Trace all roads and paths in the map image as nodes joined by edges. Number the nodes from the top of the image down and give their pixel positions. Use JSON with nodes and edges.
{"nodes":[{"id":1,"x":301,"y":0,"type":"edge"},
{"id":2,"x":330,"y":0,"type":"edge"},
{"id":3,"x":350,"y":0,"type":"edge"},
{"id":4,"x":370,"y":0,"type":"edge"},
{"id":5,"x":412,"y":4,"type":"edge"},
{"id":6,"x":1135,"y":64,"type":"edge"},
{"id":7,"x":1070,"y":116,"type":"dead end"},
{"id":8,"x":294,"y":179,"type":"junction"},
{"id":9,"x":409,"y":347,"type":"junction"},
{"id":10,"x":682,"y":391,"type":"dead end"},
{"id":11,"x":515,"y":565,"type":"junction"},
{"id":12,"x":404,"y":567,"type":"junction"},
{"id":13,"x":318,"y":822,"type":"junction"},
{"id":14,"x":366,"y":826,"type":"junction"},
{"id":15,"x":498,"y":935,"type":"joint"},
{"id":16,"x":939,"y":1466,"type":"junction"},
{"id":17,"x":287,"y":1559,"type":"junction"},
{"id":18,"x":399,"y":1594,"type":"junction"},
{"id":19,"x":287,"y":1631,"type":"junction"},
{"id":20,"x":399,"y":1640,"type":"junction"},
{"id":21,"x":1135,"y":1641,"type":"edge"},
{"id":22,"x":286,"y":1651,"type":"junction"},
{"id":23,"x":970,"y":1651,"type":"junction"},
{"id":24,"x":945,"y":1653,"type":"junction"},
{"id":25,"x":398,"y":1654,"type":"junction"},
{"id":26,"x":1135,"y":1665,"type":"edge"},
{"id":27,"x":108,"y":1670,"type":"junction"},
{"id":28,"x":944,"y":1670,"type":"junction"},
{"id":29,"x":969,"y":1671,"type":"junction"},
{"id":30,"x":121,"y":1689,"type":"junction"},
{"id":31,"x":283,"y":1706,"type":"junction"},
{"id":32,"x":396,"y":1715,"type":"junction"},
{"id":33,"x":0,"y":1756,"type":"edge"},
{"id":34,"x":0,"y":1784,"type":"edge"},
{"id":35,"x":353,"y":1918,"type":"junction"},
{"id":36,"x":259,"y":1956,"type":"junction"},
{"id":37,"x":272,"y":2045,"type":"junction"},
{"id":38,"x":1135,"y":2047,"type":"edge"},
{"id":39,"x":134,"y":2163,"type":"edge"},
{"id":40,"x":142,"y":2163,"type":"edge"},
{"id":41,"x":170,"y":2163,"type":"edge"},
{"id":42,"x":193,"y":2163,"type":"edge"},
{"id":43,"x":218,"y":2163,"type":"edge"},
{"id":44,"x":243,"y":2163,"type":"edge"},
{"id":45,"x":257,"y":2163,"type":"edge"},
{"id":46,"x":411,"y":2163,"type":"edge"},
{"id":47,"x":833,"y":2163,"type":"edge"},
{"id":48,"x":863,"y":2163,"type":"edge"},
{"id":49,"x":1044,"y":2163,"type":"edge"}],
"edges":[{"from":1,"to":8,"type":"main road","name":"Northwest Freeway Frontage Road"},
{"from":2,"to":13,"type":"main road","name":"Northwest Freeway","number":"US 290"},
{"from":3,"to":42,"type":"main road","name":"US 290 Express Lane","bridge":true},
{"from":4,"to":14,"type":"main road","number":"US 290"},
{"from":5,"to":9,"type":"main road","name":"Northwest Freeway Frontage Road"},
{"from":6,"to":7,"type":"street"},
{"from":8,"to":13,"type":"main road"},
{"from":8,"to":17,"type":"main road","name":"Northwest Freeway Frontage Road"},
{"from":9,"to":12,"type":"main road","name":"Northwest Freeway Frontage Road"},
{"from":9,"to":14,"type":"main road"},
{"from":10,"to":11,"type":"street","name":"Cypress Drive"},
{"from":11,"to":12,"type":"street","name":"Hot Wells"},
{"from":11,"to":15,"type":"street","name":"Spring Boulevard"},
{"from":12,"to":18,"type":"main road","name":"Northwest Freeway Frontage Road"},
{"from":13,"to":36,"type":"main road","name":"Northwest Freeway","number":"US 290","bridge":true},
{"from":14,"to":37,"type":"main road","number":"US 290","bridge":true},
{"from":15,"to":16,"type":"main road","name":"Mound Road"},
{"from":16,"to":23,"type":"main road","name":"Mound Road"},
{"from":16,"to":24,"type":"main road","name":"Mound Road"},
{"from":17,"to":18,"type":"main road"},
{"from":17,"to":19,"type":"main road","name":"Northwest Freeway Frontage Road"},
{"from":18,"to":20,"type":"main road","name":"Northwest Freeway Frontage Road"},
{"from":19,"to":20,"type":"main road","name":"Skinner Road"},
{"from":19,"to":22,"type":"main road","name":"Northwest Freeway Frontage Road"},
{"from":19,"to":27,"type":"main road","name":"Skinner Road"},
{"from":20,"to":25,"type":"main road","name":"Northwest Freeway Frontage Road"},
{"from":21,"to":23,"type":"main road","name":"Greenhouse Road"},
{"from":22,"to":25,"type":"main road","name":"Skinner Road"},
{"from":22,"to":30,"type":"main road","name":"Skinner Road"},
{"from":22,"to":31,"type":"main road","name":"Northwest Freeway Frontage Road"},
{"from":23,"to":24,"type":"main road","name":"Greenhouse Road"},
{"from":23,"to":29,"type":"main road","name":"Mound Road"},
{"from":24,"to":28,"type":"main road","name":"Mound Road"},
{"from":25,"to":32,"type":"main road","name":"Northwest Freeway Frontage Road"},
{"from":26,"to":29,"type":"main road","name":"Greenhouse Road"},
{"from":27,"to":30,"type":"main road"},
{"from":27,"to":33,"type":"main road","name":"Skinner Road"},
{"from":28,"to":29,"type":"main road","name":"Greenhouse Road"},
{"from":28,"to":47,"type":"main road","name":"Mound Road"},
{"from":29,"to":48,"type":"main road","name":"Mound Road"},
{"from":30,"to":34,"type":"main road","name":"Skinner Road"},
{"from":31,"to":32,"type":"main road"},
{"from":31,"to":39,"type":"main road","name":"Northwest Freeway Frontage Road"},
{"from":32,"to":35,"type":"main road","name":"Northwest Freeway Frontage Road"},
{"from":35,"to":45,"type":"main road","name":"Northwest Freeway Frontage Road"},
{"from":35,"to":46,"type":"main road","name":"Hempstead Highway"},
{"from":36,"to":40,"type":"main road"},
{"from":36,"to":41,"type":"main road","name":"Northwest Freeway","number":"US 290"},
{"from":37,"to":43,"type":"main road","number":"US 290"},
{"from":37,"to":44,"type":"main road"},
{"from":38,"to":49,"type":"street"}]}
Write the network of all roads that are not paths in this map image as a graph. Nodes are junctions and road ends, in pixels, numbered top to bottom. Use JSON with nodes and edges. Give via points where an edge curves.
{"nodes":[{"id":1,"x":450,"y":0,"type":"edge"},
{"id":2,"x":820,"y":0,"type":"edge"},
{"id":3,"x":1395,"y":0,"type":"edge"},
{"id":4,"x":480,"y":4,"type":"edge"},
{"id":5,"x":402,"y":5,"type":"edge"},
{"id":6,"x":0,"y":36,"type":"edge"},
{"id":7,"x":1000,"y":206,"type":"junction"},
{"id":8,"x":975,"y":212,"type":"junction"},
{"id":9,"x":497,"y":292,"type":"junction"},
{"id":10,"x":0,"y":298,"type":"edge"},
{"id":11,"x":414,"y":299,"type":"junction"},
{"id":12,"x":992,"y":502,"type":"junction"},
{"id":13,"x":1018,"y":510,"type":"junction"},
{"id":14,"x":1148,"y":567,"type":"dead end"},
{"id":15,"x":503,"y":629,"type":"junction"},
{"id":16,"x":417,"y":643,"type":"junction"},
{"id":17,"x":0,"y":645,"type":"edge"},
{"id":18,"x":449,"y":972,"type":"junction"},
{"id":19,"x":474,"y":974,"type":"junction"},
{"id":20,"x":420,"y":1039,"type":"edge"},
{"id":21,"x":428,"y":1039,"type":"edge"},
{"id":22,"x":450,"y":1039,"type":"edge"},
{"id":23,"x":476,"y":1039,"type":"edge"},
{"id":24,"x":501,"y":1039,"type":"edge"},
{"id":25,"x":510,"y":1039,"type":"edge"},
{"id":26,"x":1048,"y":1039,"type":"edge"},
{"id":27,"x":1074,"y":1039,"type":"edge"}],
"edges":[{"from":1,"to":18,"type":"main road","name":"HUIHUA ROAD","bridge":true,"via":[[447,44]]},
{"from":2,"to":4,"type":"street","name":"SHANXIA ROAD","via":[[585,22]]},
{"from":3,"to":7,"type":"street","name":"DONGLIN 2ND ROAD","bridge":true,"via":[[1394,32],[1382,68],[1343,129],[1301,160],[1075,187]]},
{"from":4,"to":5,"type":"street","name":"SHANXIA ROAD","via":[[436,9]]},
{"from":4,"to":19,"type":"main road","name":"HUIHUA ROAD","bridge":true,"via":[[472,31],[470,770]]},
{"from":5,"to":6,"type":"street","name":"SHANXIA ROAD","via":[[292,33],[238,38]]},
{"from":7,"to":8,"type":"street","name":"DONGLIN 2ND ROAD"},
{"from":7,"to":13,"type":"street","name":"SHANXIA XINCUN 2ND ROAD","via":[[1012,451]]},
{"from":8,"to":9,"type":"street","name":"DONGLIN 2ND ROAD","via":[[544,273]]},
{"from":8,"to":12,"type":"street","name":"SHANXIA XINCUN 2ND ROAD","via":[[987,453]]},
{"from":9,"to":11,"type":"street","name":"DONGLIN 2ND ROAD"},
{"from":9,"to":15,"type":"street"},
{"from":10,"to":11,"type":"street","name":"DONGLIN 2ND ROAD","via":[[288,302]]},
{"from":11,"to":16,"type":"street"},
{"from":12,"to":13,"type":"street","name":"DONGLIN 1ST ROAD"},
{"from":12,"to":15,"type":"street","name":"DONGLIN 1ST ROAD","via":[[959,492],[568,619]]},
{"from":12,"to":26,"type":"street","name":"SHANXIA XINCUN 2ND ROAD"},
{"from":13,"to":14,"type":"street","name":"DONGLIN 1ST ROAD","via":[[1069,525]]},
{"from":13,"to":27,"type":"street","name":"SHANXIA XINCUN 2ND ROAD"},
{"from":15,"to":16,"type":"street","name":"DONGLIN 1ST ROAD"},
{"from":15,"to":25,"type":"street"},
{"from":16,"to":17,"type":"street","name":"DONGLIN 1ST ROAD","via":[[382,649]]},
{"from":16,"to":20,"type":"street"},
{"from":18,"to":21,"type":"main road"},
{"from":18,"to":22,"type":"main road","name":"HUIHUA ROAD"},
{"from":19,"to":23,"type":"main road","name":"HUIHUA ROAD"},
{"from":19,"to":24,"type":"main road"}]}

--*--

## The task
A single figure is all that is needed: the number of lines above that contain the string "paths".

## Your response
2